The burning babe
As I in hoary winter’s night stood shivering in the snow,
Surprised I was with sudden heat which made my heart to glow ;
And lifting up a fearful eye to view what fire was near,
A pretty babe all burning bright did in the air appear ;
Who, scorchëd with excessive heat, such floods of tears did shed
As though his floods should quench his flames which with his tears were fed.

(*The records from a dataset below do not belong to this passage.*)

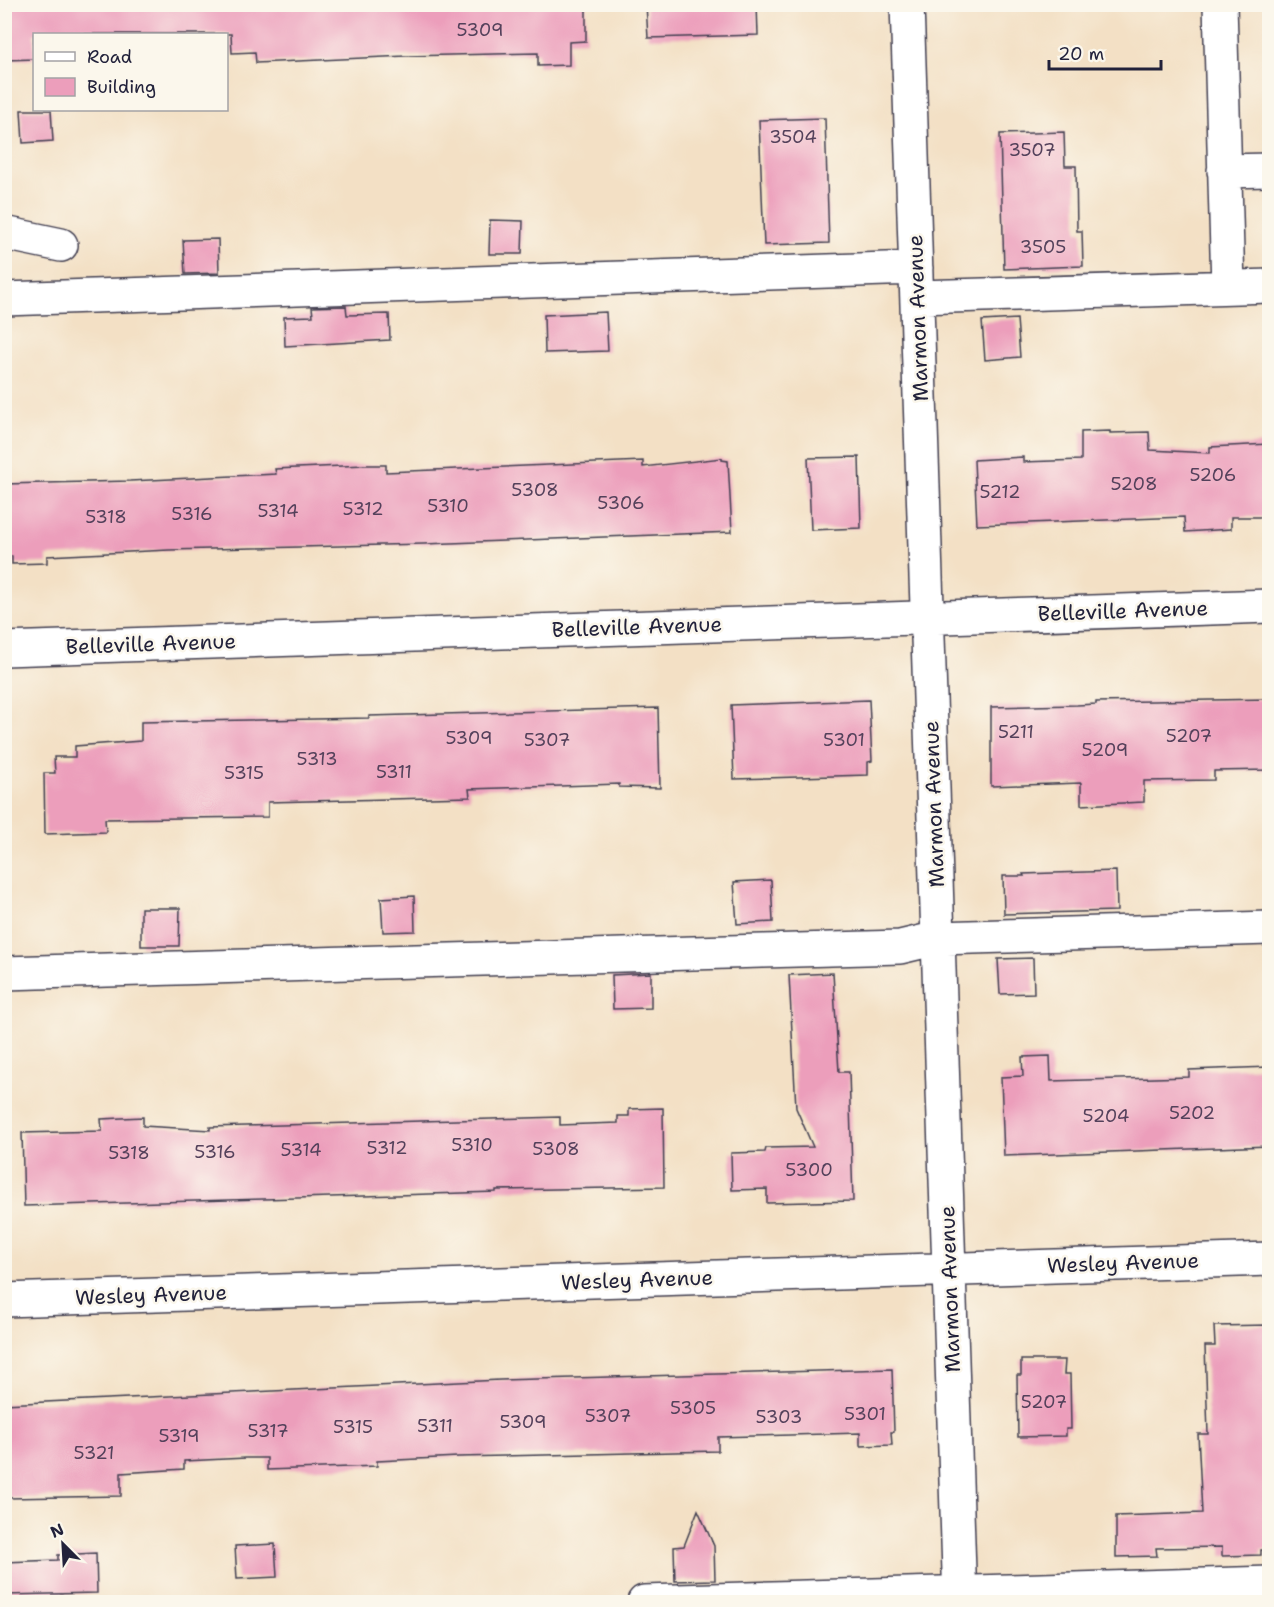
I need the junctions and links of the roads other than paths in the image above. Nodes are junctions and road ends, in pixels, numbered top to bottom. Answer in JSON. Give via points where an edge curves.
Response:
{"nodes":[{"id":1,"x":907,"y":4,"type":"edge"},
{"id":2,"x":1220,"y":4,"type":"edge"},
{"id":3,"x":1269,"y":170,"type":"edge"},
{"id":4,"x":1224,"y":171,"type":"junction"},
{"id":5,"x":4,"y":233,"type":"edge"},
{"id":6,"x":61,"y":245,"type":"dead end"},
{"id":7,"x":916,"y":283,"type":"junction"},
{"id":8,"x":1269,"y":286,"type":"edge"},
{"id":9,"x":1228,"y":287,"type":"junction"},
{"id":10,"x":4,"y":299,"type":"edge"},
{"id":11,"x":1269,"y":606,"type":"edge"},
{"id":12,"x":927,"y":617,"type":"junction"},
{"id":13,"x":4,"y":649,"type":"edge"},
{"id":14,"x":1269,"y":928,"type":"edge"},
{"id":15,"x":938,"y":938,"type":"junction"},
{"id":16,"x":4,"y":973,"type":"edge"},
{"id":17,"x":1269,"y":1259,"type":"edge"},
{"id":18,"x":949,"y":1269,"type":"junction"},
{"id":19,"x":4,"y":1300,"type":"edge"},
{"id":20,"x":1269,"y":1584,"type":"edge"},
{"id":21,"x":960,"y":1598,"type":"edge"},
{"id":22,"x":644,"y":1602,"type":"edge"}],
"edges":[{"from":1,"to":7,"type":"street","name":"Marmon Avenue"},
{"from":2,"to":4,"type":"street"},
{"from":3,"to":4,"type":"street"},
{"from":4,"to":9,"type":"street"},
{"from":5,"to":6,"type":"street"},
{"from":7,"to":9,"type":"street"},
{"from":7,"to":10,"type":"street"},
{"from":7,"to":12,"type":"street","name":"Marmon Avenue"},
{"from":8,"to":9,"type":"street"},
{"from":11,"to":12,"type":"street","name":"Belleville Avenue"},
{"from":12,"to":13,"type":"street","name":"Belleville Avenue"},
{"from":12,"to":15,"type":"street","name":"Marmon Avenue"},
{"from":14,"to":15,"type":"street"},
{"from":15,"to":16,"type":"street","via":[[900,947]]},
{"from":15,"to":18,"type":"street","name":"Marmon Avenue"},
{"from":17,"to":18,"type":"street","name":"Wesley Avenue"},
{"from":18,"to":19,"type":"street","name":"Wesley Avenue"},
{"from":18,"to":21,"type":"street","name":"Marmon Avenue"},
{"from":20,"to":21,"type":"street"},
{"from":21,"to":22,"type":"street"}]}
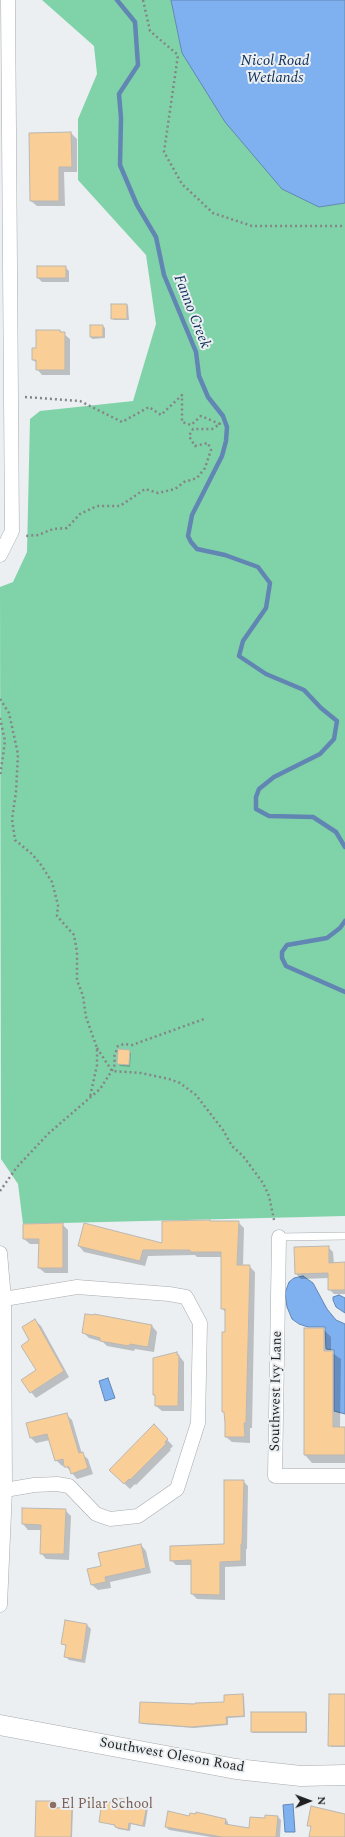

Alas, quoth he, but newly born in fiery heats I fry,
Yet none approach to warm their hearts or feel my fire but I!
My faultless breast the furnace is, the fuel wounding thorns,
Love is the fire, and sighs the smoke, the ashes shame and scorns ;
The fuel justice layeth on, and mercy blows the coals,
The metal in this furnace wrought are men’s defilèd souls,
For which, as now on fire I am to work them to their good,
So will I melt into a bath to wash them in my blood.
With this he vanished out of sight and swiftly shrunk away,
And straight I callèd unto mind that it was Christmas day.
|
Пылающий ребенок
Когда седой зимней ночью я стоял, дрожа от холода,
К удивлению, я вдруг ощутил тепло, что разожгло мое сердце…
Я поднял испуганный взгляд, чтобы посмотреть, что это было за пламя,
И милое дитя, ярко пылавшее, в воздухе предстало моему взору.
Он, горящий безумным пламенем, проливал потоки слез,
Так, словно слезы могли погасить это пламя, но они лишь разжигали его…
‘Увы, — сказал он, — но с самого рождения я жарюсь в огненном пылу.
И никто не приблизится, чтобы отогреть свое сердце, никто не почувствует этот жар, кроме меня…
Моя невинная грудь словно печь, поленья — терновые шипы.
Любовь — это огонь, а вздохи — дым, а пепел — это стыд и презрение.
Справедливость подливает горючее, а милосердие подбрасывает угля.
Металл этой кованной печи — испорченные души людей…
Ради них, я сейчас и горю в огне, чтобы сделать их лучше,
Растаю ли я, чтобы омыть их своей кровью?..’
С этими словами он исчез из виду, поспешно удалился.